Wyoming has numerous state parks with many recreational activities and facilities for camping. State parks in the northern section of the state include Buffalo Bill, Hot Springs and Key Hole. Boysen, Edness K. Wilkins, Guernsey, Glendo and Sinks Canyon are in the central part of the state. Bear River, Curt Gowdy, Hawk Springs and Seminoe are state parks in the southern part of Wyoming.
Wyoming's State Forestry Division manages 250,000 acres of forests scattered throughout the state. These state forests (also called state lands) employ science-based and professional forestry practices to protect Wyoming's trees. Though these lands are not specifically set aside for recreation, you can hunt, fish, bicycle and hike in these areas owned by the state, but do not trespass on private lands that often are amid the state lands. You cannot camp overnight or build open fires in state forests. For more information, see the "Public-Use Brochure" in Resources.
Activities vary depending on the state park you visit. For example, Glendo State Park has boating, hiking, water-skiing and fishing; Hawk Springs State Park in Guernsey has wildlife viewing for species like blue heron, blue-winged teal, green-winged teal, gadwall, wood duck, pintail and great horned owl. You also can fish at Hawk Springs for species like walleye, bass and channel catfish.

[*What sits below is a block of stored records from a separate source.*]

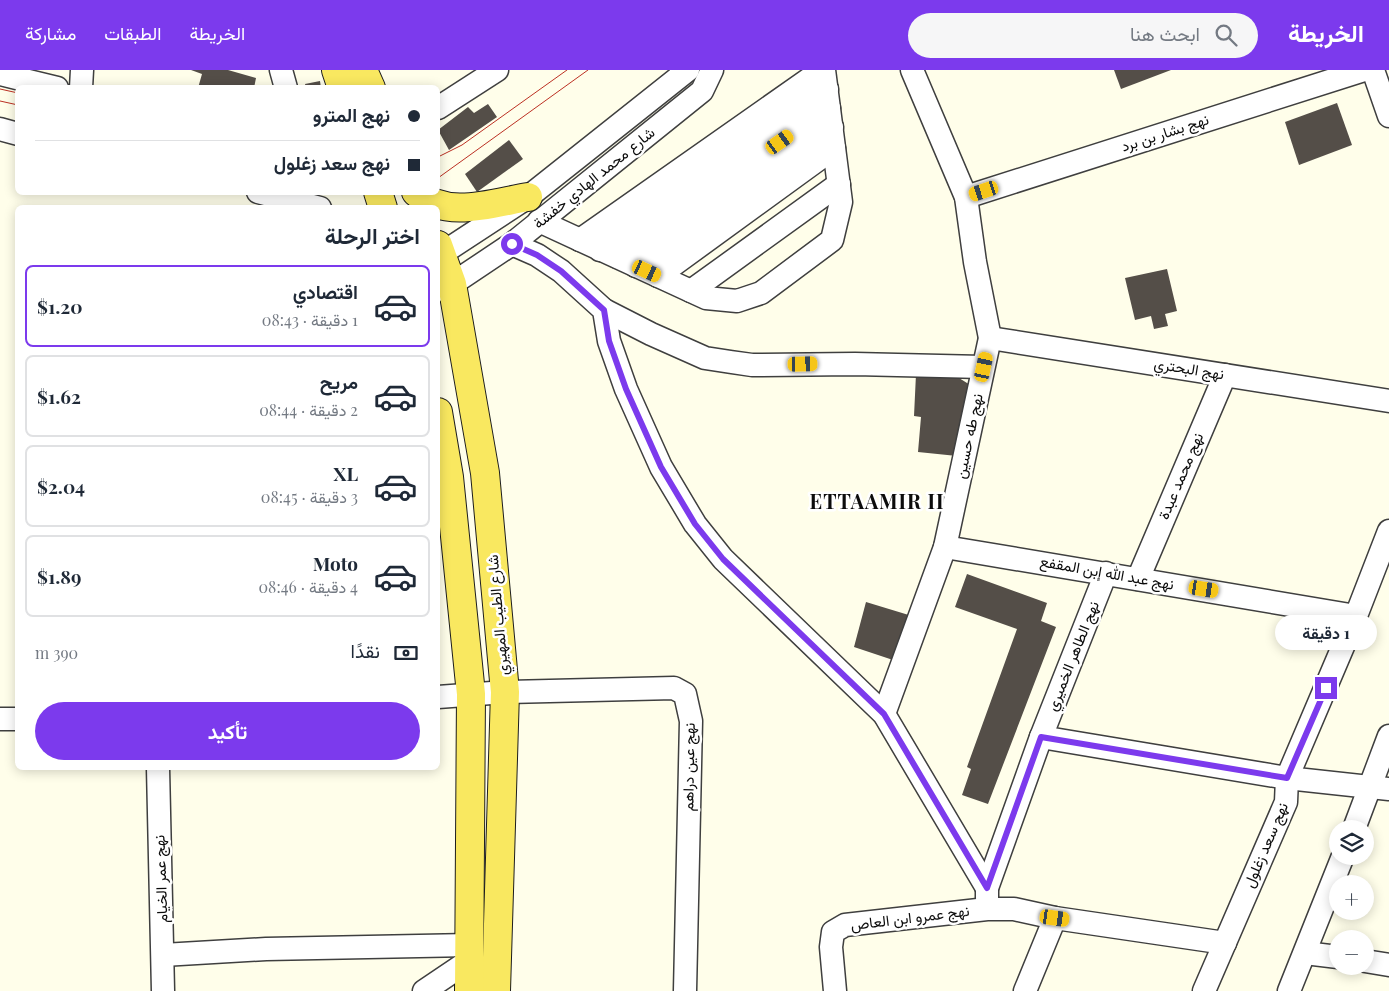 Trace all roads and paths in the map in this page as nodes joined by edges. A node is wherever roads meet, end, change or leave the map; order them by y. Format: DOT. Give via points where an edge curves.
graph roads {
  1 [pos="82,70"];
  2 [pos="281,70"];
  3 [pos="496,70"];
  4 [pos="688,70"];
  5 [pos="712,70"];
  6 [pos="912,70"];
  7 [pos="1364,70"];
  8 [pos="1373,70"];
  9 [pos="0,74"];
  10 [pos="344,79"];
  11 [pos="45,85"];
  12 [pos="81,85"];
  13 [pos="285,85"];
  14 [pos="362,85"];
  15 [pos="440,107"];
  16 [pos="1389,116"];
  17 [pos="832,129"];
  18 [pos="0,130"];
  19 [pos="15,133"];
  20 [pos="270,195"];
  21 [pos="420,195"];
  22 [pos="966,197"];
  23 [pos="308,205"];
  24 [pos="435,205"];
  25 [pos="440,206"];
  26 [pos="534,209"];
  27 [pos="512,244"];
  28 [pos="440,252"];
  29 [pos="609,253"];
  30 [pos="440,258"];
  31 [pos="445,287"];
  32 [pos="682,287"];
  33 [pos="604,310"];
  34 [pos="990,338"];
  35 [pos="984,367"];
  36 [pos="1225,375"];
  37 [pos="1389,401"];
  38 [pos="440,424"];
  39 [pos="1389,531"];
  40 [pos="945,546"];
  41 [pos="1106,573"];
  42 [pos="1138,578"];
  43 [pos="1356,616"];
  44 [pos="505,692"];
  45 [pos="471,694"];
  46 [pos="440,697"];
  47 [pos="884,714"];
  48 [pos="0,719"];
  49 [pos="15,719"];
  50 [pos="1389,736"];
  51 [pos="1041,737"];
  52 [pos="158,770"];
  53 [pos="1287,778"];
  54 [pos="1380,787"];
  55 [pos="1360,820"];
  56 [pos="1339,865"];
  57 [pos="987,899"];
  58 [pos="1055,918"];
  59 [pos="1225,943"];
  60 [pos="470,952"];
  61 [pos="1305,953"];
  62 [pos="163,955"];
  63 [pos="1329,957"];
  64 [pos="1374,963"];
  65 [pos="1389,965"];
  66 [pos="163,991"];
  67 [pos="424,991"];
  68 [pos="469,991"];
  69 [pos="496,991"];
  70 [pos="685,991"];
  71 [pos="835,991"];
  72 [pos="1025,991"];
  73 [pos="1204,991"];
  74 [pos="1289,991"];
  1 -- 12 [label="street"];
  2 -- 13 [label="street"];
  3 -- 15 [label="street"];
  4 -- 26 [label="street, شارع محمد الهادي خفشة"];
  5 -- 26 [label="street, شارع محمد الهادي خفشة" via="702,91"];
  6 -- 22 [label="street, نهج طه حسين"];
  7 -- 22 [label="street, نهج بشار بن برد"];
  8 -- 16 [label="street"];
  9 -- 11 [label="street"];
  10 -- 14 [label="main road"];
  17 -- 29 [label="street"];
  17 -- 29 [label="street"];
  17 -- 32 [label="street"];
  17 -- 32 [label="street"];
  17 -- 32 [label="street" via="832,240 760,293 736,301"];
  18 -- 19 [label="street"];
  20 -- 23 [label="street"];
  21 -- 24 [label="main road"];
  22 -- 34 [label="street, نهج طه حسين"];
  25 -- 26 [label="main road"];
  26 -- 27 [label="street, شارع محمد الهادي خفشة"];
  26 -- 28 [label="street, شارع محمد الهادي خفشة"];
  26 -- 29 [label="street"];
  27 -- 31 [label="street, شارع محمد الهادي خفشة"];
  27 -- 33 [label="street" via="561,271"];
  29 -- 32 [label="street"];
  30 -- 31 [label="main road, شارع الطيب المهيري"];
  31 -- 44 [label="main road, شارع الطيب المهيري" via="485,473"];
  33 -- 35 [label="street" via="706,358 722,361 752,365"];
  33 -- 47 [label="street" via="609,341 626,389 661,467 695,524 723,559"];
  34 -- 35 [label="street, نهج طه حسين"];
  34 -- 36 [label="street, نهج البحتري"];
  35 -- 40 [label="street, نهج طه حسين"];
  36 -- 37 [label="street, نهج البحتري"];
  36 -- 42 [label="street, نهج محمد عبدة"];
  38 -- 45 [label="main road" via="449,477"];
  39 -- 43 [label="street, نهج سعد زغلول"];
  40 -- 41 [label="street, نهج عبد الله إبن المقفع"];
  40 -- 47 [label="street, نهج طه حسين"];
  41 -- 42 [label="street, نهج عبد الله إبن المقفع"];
  41 -- 51 [label="street, نهج الطاهر الخميري"];
  42 -- 43 [label="street, نهج عبد الله إبن المقفع"];
  43 -- 53 [label="street, نهج سعد زغلول"];
  44 -- 45 [label="street, نهج عين دراهم"];
  44 -- 69 [label="main road, شارع الطيب المهيري"];
  44 -- 70 [label="street, نهج عين دراهم" via="674,688 685,694 691,721"];
  45 -- 46 [label="street, نهج عين دراهم"];
  45 -- 60 [label="main road"];
  47 -- 57 [label="street"];
  48 -- 49 [label="street"];
  50 -- 54 [label="street"];
  51 -- 53 [label="street"];
  51 -- 57 [label="street, نهج الطاهر الخميري"];
  52 -- 62 [label="street, نهج عمر الخيام"];
  53 -- 54 [label="street"];
  53 -- 59 [label="street, نهج سعد زغلول" via="1286,802"];
  54 -- 55 [label="street"];
  56 -- 61 [label="street"];
  57 -- 58 [label="street"];
  57 -- 71 [label="street, نهج عمرو ابن العاص" via="845,925 833,932 831,947"];
  58 -- 59 [label="street"];
  58 -- 72 [label="street"];
  59 -- 73 [label="street, نهج سعد زغلول"];
  60 -- 62 [label="street" via="266,949"];
  60 -- 67 [label="street"];
  60 -- 68 [label="main road"];
  61 -- 63 [label="street"];
  61 -- 74 [label="street"];
  62 -- 66 [label="street, نهج عمر الخيام"];
  64 -- 65 [label="street"];
}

Many Wyoming state parks have campgrounds with many amenities, such as restrooms, shower facilities, picnic tables and grills. Glendo State Park has a concession at the reservoir and marina services. Seminoe State Park has four campgrounds with comfort stations, picnic tables, BBQ grills, boat launches, play areas and a dump station.
Wyoming state parks and forests have abundant wildlife. You can find species like moose, elk, mule deer, bighorn sheep, bears, beaver and various birds like Canada jay, raven, rosy finches and mountain blackbirds in many of Wyoming's forested lands and state parks.
Bighorn, Bridger-Teton, Medicine Bow and Shoshone are national forests in Wyoming. The 2.4 million-acre Shoshone National Forest was the first national forest in the United States, according to the USDA Forest Service.